Inter-Provincial Issues Of Interest

Article by Kim G. C Moody, Tim Clarke and Lisa Handfield1

  1. INTRODUCTION

    Comparing prices is a hobby of many shoppers and this may be equally true when it comes to paying taxes as many individuals, corporations and trusts alike "shop" jurisdictions for the lowest rate. Despite equalization payments amongst the provinces, the provinces do not appear to be able to provide equivalent services to their residents at similar levels of taxation. While the varying costs of providing provincial services may be due to the presence or absence of other revenues, such as royalties, or the number and dispersion of their residents, the bottom line remains - there is significant variation amongst provincial taxation rates.

    Due to advancements in technology, society today is undergoing a future shock2 - a structural change which can sometimes be overwhelming. With this change comes almost seamless mobility of capital which may allow entities to shift wealth to lower tax jurisdictions. Arguably, advances in technology increase mobility of labour as well; for instance, thousands of workers from across the country commute to Alberta's oil sands for work. Given this increased mobility of capital and labour, rate "shopping" amongst provinces becomes easier.

    This paper will consider a number of inter-provincial issues, beginning with a review of the legislative framework under which provincial income for individuals, trusts and corporations are levied as well as the tests for residency. A variety of inter-provincial plans are then discussed as well as recent case law. The paper concludes with some comments on the general anti-avoidance rule (the "GAAR").

  2. LIABILITY FOR TAXATION

    Individuals, trusts and corporations are liable for tax in Canada on their worldwide income pursuant to subsection 2(1) of the Income Tax Act (Canada)3 (the "Act") if they are resident in Canada during the period. The occurrence of residence in Canada provides the basis for the jurisdiction to tax and thus creates the liability for taxation of a person.4 In addition to being liable for taxes under the Act, individuals, trusts and corporations are liable for taxation on a provincial basis as levied by the various provincial tax acts. Provincial taxation is generally levied on a similar basis, that of residency.

    Non-residents of Canada are taxable on income from an office or employment pursuant to section 115 of the Act and Regulation5 2602 will impute this income to the province(s) in which the duties thereof were performed. Similarly, a non-resident corporation will be taxable on its Canadian source income under section 115 of the Act. Non-resident corporations may also be subject to the "branch tax" pursuant to Part XIV of the Act, which generally will be applied to Canadian-source business income and related taxable capital gains. Non-residents are also taxable if they carry on business in Canada or dispose of taxable Canadian property.
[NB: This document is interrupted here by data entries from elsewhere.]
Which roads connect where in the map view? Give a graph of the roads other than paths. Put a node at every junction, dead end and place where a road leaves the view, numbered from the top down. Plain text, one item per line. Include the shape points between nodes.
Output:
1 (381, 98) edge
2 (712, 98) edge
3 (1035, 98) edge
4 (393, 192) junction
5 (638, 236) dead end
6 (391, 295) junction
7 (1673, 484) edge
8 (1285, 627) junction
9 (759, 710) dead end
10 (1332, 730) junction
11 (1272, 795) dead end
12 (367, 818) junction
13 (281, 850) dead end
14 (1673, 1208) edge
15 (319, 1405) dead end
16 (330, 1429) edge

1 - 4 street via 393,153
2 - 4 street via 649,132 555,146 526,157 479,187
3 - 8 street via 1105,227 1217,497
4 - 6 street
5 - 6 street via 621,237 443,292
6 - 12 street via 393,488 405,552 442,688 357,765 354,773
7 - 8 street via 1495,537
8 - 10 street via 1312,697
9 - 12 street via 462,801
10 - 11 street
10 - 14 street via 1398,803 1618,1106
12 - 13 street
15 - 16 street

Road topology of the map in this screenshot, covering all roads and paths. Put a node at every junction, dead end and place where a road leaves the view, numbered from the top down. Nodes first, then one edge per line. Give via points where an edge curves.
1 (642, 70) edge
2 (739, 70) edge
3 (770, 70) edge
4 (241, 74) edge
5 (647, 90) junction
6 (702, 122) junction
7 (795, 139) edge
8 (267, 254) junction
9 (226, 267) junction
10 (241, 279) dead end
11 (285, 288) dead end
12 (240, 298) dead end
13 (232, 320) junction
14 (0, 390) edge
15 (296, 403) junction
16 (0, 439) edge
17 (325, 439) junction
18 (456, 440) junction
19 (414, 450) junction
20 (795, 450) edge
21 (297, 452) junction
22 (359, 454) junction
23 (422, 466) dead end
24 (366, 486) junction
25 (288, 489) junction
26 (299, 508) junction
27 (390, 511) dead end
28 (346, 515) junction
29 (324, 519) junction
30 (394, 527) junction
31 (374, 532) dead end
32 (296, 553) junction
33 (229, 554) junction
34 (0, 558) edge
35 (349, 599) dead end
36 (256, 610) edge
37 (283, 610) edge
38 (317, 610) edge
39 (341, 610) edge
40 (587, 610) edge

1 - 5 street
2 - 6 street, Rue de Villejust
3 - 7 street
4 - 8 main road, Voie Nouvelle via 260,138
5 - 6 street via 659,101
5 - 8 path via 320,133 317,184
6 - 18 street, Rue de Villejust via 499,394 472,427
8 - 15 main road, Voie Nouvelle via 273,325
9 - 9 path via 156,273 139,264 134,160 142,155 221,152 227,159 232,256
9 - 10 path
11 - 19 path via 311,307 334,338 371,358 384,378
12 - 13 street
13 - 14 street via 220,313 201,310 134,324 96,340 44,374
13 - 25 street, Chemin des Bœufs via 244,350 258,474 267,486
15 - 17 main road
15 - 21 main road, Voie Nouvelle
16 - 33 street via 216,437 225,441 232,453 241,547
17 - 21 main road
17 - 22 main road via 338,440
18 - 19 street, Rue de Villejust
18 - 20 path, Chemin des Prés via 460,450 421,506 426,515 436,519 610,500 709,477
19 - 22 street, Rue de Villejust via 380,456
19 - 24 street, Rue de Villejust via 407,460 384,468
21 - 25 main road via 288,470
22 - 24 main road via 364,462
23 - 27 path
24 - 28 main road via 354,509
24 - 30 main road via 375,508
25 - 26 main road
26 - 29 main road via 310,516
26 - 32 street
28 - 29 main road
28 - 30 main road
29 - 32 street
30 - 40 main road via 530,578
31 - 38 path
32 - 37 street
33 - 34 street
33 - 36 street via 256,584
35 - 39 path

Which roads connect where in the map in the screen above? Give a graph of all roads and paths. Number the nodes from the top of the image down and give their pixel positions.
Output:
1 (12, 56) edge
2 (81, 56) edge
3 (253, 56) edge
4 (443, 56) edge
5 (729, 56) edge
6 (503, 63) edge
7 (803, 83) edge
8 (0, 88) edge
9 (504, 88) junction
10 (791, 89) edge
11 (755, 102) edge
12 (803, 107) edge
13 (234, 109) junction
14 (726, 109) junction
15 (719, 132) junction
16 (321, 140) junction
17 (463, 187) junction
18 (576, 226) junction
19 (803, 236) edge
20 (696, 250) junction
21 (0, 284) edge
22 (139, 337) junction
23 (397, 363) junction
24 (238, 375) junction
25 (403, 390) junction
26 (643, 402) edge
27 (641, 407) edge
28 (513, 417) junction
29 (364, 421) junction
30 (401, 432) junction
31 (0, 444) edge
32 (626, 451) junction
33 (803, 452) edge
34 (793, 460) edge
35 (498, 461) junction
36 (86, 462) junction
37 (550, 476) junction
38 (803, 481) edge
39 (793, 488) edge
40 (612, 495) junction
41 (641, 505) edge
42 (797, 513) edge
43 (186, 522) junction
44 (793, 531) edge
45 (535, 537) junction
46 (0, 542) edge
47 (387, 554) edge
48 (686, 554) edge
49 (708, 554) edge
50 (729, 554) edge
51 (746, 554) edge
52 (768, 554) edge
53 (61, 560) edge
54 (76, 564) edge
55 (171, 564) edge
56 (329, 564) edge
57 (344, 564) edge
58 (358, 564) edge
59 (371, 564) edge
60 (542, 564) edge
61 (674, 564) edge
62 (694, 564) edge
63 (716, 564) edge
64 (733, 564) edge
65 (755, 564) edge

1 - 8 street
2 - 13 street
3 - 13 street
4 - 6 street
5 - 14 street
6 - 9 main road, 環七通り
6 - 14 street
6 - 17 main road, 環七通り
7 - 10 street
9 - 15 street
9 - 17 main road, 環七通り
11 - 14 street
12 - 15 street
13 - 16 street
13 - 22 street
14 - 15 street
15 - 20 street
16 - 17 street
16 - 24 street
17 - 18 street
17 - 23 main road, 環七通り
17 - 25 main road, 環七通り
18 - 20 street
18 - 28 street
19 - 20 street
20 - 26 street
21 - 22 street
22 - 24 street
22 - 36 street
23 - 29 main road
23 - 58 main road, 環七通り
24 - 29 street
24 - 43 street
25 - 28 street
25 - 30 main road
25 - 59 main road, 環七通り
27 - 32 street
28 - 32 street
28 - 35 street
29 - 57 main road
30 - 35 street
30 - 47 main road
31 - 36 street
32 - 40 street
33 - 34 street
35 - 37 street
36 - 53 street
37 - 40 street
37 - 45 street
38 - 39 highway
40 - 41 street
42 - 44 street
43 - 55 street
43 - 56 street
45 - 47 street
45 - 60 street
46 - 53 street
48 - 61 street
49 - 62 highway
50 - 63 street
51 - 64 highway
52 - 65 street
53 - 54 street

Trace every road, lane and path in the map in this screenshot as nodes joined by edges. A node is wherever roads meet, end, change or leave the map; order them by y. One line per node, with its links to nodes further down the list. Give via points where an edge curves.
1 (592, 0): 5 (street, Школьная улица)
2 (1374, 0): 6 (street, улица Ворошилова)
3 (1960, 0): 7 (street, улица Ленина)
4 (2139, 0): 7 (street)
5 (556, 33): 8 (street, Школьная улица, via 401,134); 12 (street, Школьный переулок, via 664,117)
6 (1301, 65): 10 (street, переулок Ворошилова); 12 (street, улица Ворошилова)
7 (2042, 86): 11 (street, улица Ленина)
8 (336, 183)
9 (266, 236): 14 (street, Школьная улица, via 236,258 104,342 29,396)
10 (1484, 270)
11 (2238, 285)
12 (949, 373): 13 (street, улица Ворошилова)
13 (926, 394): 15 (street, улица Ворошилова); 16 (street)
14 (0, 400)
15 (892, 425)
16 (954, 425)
Withholding tax is applicable to interest, rents, royalties, dividends and management fees paid or credited to non-resident persons. Similarly, as a general principle, business income is taxed in the province where it is derived.

  3. CONSTITUTIONAL FRAMEWORK FOR PROVINCIAL INCOME TAX

    1. The Federal and Provincial Taxing Power

      Under subsection 91(3) of the Constitution Act, 18676 (the "Constitution"), Parliament has unlimited power to impose any mode or system of taxation. Unlike the provinces, there is no qualitative or territorial limit to Parliament's authority to impose taxes. While the provinces are limited, Parliament may impose any form of direct or indirect taxation inside or outside Canada.7

      The province's powers of taxation are limited to raising revenue for provincial purposes by means of direct taxation within the province under subsection 92(2) of the Constitution. The words "raising of a revenue for provincial purposes" have been given little significance...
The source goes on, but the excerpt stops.